Substrate reduction therapy (SRT) is an experimental strategy that aims to decrease the rate of GSL biosynthesis in order to counterbalance the impaired rate of break down. The idea here is that if we can manage ganglioside accumulation, we might prevent or delay disease progression. The imino sugar N-butyldeoxygalactonojirimycin (NB-DGJ) is a competitive inhibitor of the key enzyme catalyzes the first step in GSL biosynthesis and is used for SRT.

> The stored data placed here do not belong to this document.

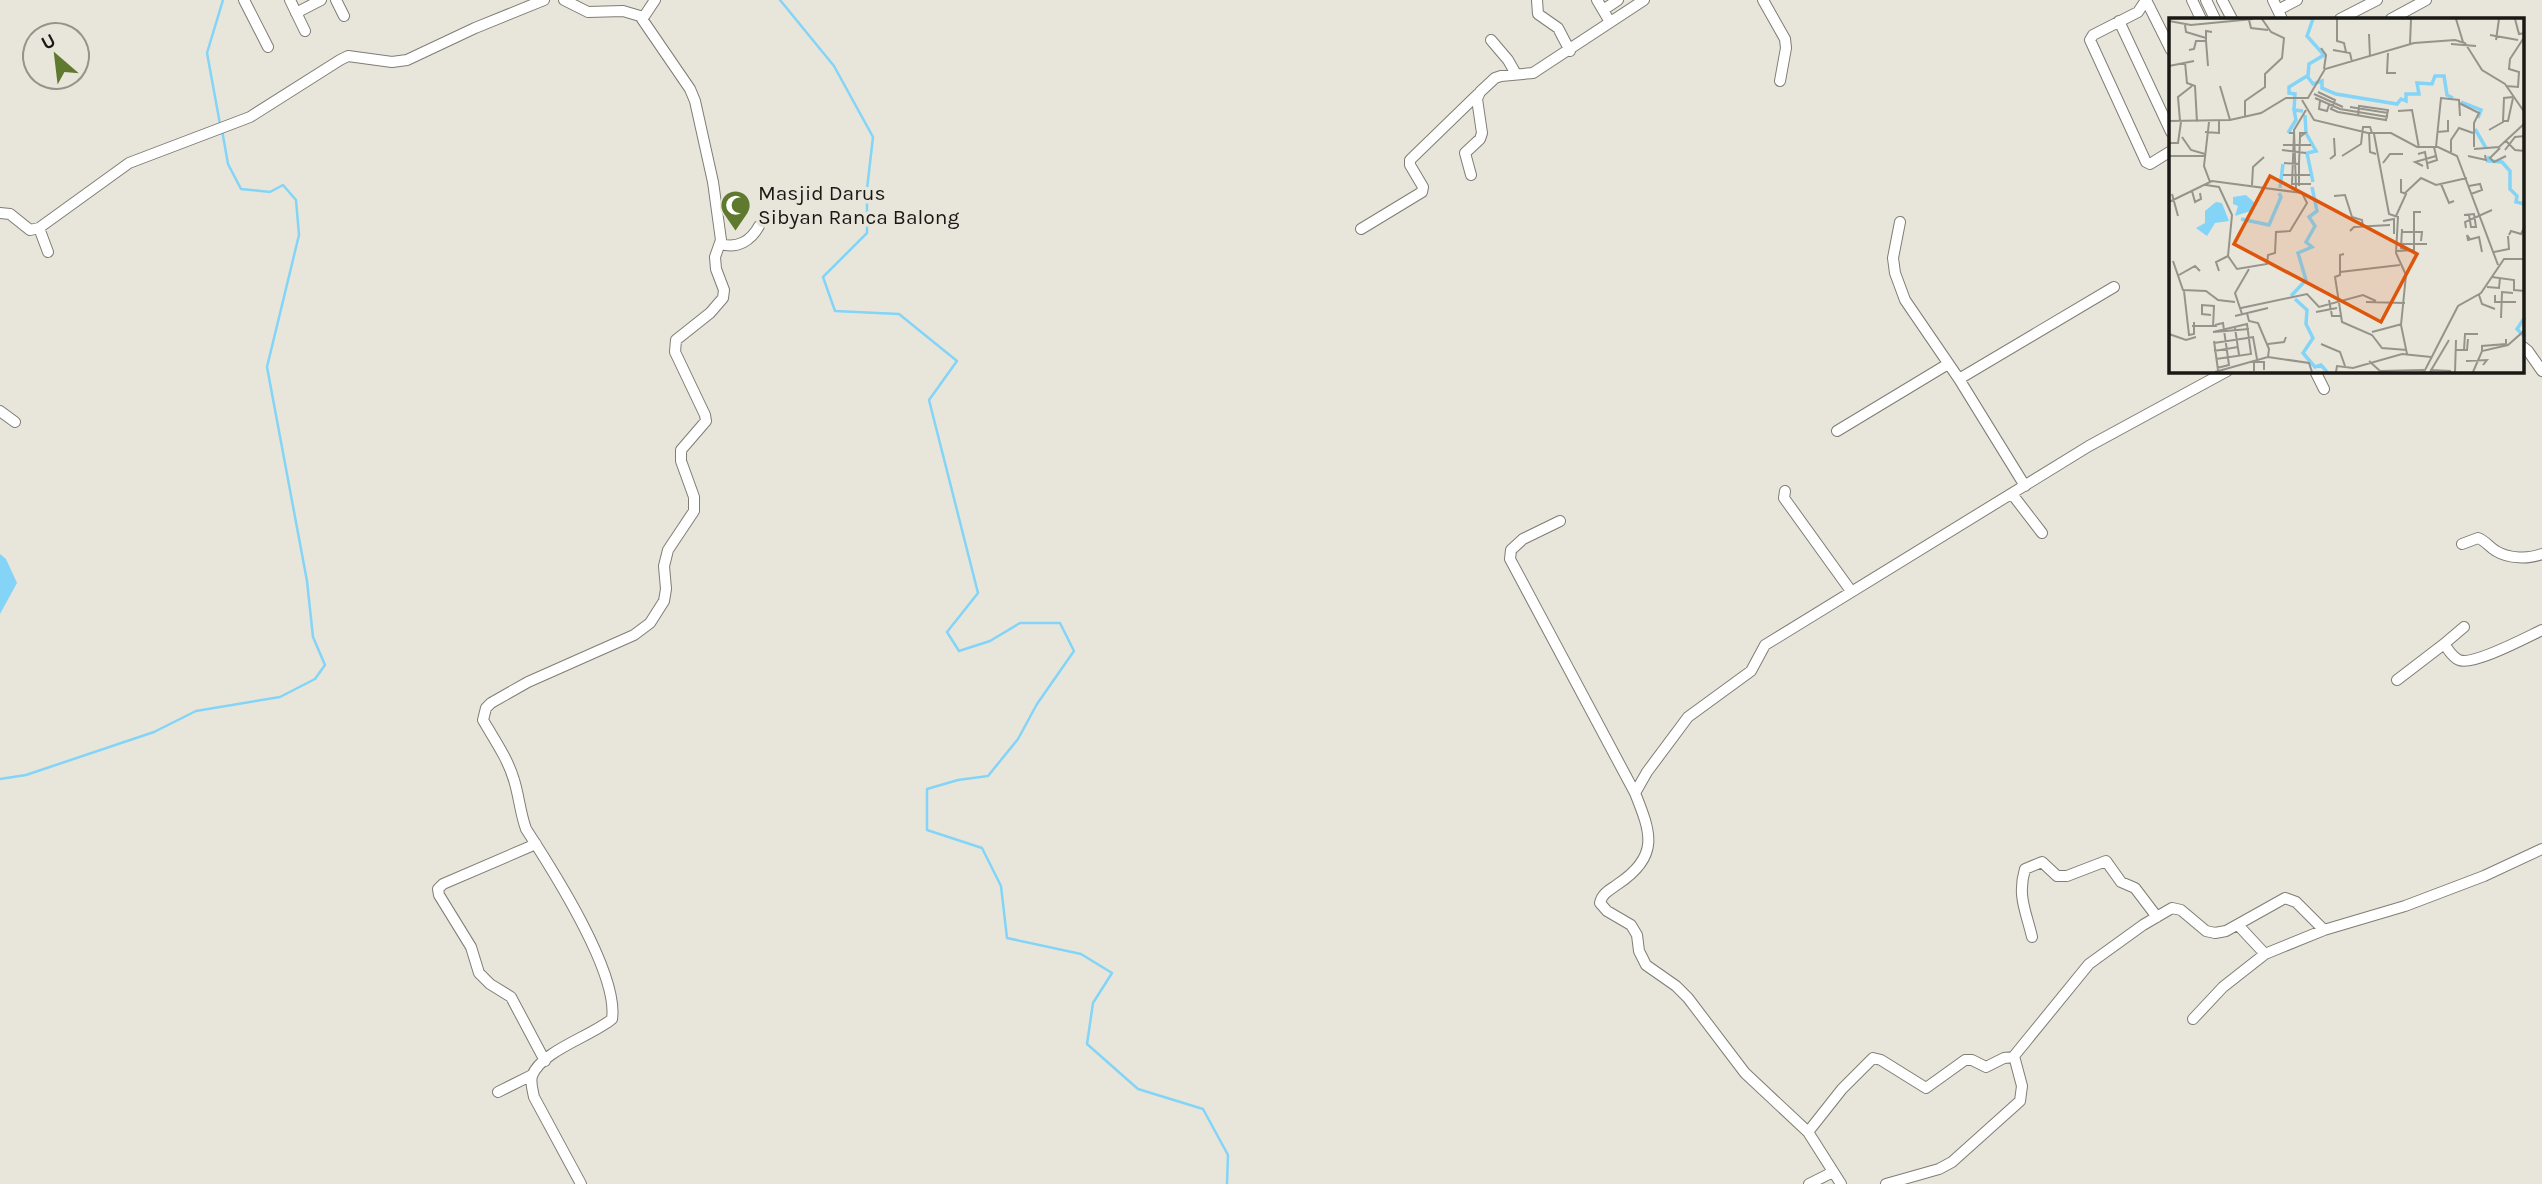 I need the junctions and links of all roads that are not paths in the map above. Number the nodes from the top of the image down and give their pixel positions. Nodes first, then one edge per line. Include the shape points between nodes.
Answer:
1 (244, 0) edge
2 (290, 0) edge
3 (321, 0) edge
4 (336, 0) edge
5 (544, 0) edge
6 (564, 0) edge
7 (655, 0) edge
8 (1537, 0) edge
9 (1597, 0) edge
10 (1618, 0) edge
11 (1644, 0) edge
12 (1763, 0) edge
13 (2146, 0) edge
14 (2192, 0) edge
15 (2221, 0) edge
16 (2297, 0) edge
17 (2377, 0) edge
18 (2426, 0) edge
19 (574, 3) edge
20 (2208, 3) edge
21 (1604, 10) junction
22 (2277, 10) edge
23 (296, 13) junction
24 (344, 16) dead end
25 (2199, 16) edge
26 (643, 18) junction
27 (2231, 18) edge
28 (2342, 18) edge
29 (2393, 18) edge
30 (2119, 21) junction
31 (1610, 22) junction
32 (305, 31) dead end
33 (1491, 40) dead end
34 (2169, 46) edge
35 (268, 47) dead end
36 (1570, 51) junction
37 (1516, 74) junction
38 (1780, 81) dead end
39 (1480, 92) junction
40 (2169, 128) edge
41 (2169, 153) edge
42 (1471, 175) dead end
43 (0, 213) edge
44 (1900, 222) dead end
45 (760, 226) dead end
46 (39, 228) junction
47 (1361, 229) dead end
48 (720, 244) junction
49 (48, 253) dead end
50 (2114, 287) dead end
51 (2524, 348) edge
52 (1948, 364) junction
53 (2542, 371) edge
54 (2223, 373) edge
55 (2316, 373) edge
56 (1959, 379) junction
57 (2324, 389) dead end
58 (0, 411) edge
59 (15, 422) dead end
60 (1838, 431) dead end
61 (2025, 486) junction
62 (1785, 491) dead end
63 (2012, 494) junction
64 (1560, 521) dead end
65 (2042, 533) dead end
66 (2462, 544) dead end
67 (2542, 554) edge
68 (1851, 591) junction
69 (2465, 627) dead end
70 (2542, 630) edge
71 (2444, 644) junction
72 (2398, 680) dead end
73 (1635, 793) junction
74 (536, 844) junction
75 (2542, 849) edge
76 (2157, 917) junction
77 (2238, 925) junction
78 (2324, 930) junction
79 (2032, 936) dead end
80 (2264, 954) junction
81 (2193, 1019) dead end
82 (2014, 1057) junction
83 (545, 1060) junction
84 (532, 1075) junction
85 (498, 1092) dead end
86 (1808, 1132) junction
87 (1833, 1172) junction
88 (581, 1184) edge
89 (1809, 1184) edge
90 (1841, 1184) edge
91 (1886, 1184) edge

1 - 35 street
2 - 23 street
3 - 23 street
4 - 24 street
5 - 46 street via 407,60 348,56 250,117 129,163
6 - 19 street
7 - 26 street
8 - 36 street via 1538,14 1558,28
9 - 21 street
10 - 21 street
11 - 31 street
12 - 38 street via 1785,39
13 - 30 street via 2138,12
13 - 34 street
14 - 25 street
15 - 27 street
16 - 22 street
17 - 28 street
18 - 29 street
19 - 26 street via 588,12 623,11
20 - 25 street
21 - 31 street
23 - 32 street
26 - 48 street via 695,102 713,182
30 - 40 street
30 - 41 street via 2093,35 2091,46 2146,162
31 - 36 street
33 - 37 street
36 - 37 street via 1533,74
37 - 39 street via 1495,78
39 - 42 street via 1476,103 1480,139 1465,153
39 - 47 street via 1410,160 1422,192
43 - 46 street via 10,214 30,230
44 - 52 street via 1895,273 1905,300
45 - 48 street via 745,242
46 - 49 street
48 - 74 street via 715,257 723,298 674,346 706,421 681,450 694,511 668,550 666,589 658,612 643,631 528,682 491,703 483,714 507,762 520,813
50 - 56 street
51 - 53 street
52 - 56 street
52 - 60 street
54 - 61 street
55 - 57 street
56 - 61 street
58 - 59 street
61 - 63 street
62 - 68 street via 1784,498
63 - 65 street
63 - 68 street
64 - 73 street via 1523,539 1511,550 1510,559
66 - 67 street via 2478,538 2507,555 2528,558
68 - 73 street via 1765,645 1751,671 1692,712
69 - 71 street
70 - 71 street via 2466,661 2455,658
71 - 72 street
73 - 86 street via 1648,827 1648,849 1637,867 1602,895 1600,903 1631,925 1646,965 1676,986 1745,1073
74 - 83 street via 602,963 614,1010 606,1024
74 - 83 street via 438,889 471,947 479,973 511,997
75 - 78 street via 2405,906
76 - 77 street via 2172,908 2206,931 2226,932
76 - 79 street via 2106,861 2067,876 2057,876 2042,862 2025,869 2021,889
76 - 82 street via 2088,964
77 - 78 street via 2285,898 2296,902
77 - 80 street
78 - 80 street
80 - 81 street
82 - 86 street via 1986,1067 1965,1060 1927,1088 1873,1058
82 - 91 street via 2022,1086 2020,1101 1952,1162
83 - 84 street
84 - 85 street
84 - 88 street via 534,1097
86 - 87 street
87 - 89 street
87 - 90 street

We recently obtained proof of concept for early intervention SRT in mouse models of GM1 and Sandhoff's disease. We found that NB-DGJ significantly reduced total brain and GM1 and GM2 ganglioside content when administered from p-2 to p-5 in control and storage disease mutants. These neonatal ages in mice are comparable to pre-natal ages in humans as they precede the period of active brain myelinogenesis and cerebellar development. Our most recent findings also show that NB-DGJ significantly reduces ganglioside accumulation in these mutants when given from p-9 to p-15, i.e., during critical periods of myelinogenesis and cerebellar development. As observed in the mouse embryos, NB-DGJ treatment reduces brain ganglioside content in the neonatal mice without producing any adverse effects on brain growth or development. Also, no observable adverse effects of the treatment are seen on body growth or behavior. In other words, NB-DGJ is remarkably effective in targeting ganglioside accumulation in either normal or mutant mice without adverse consequences. These observations may have direct translational benefit to the clinic for the treatment of neonatal ganglioside storage disease.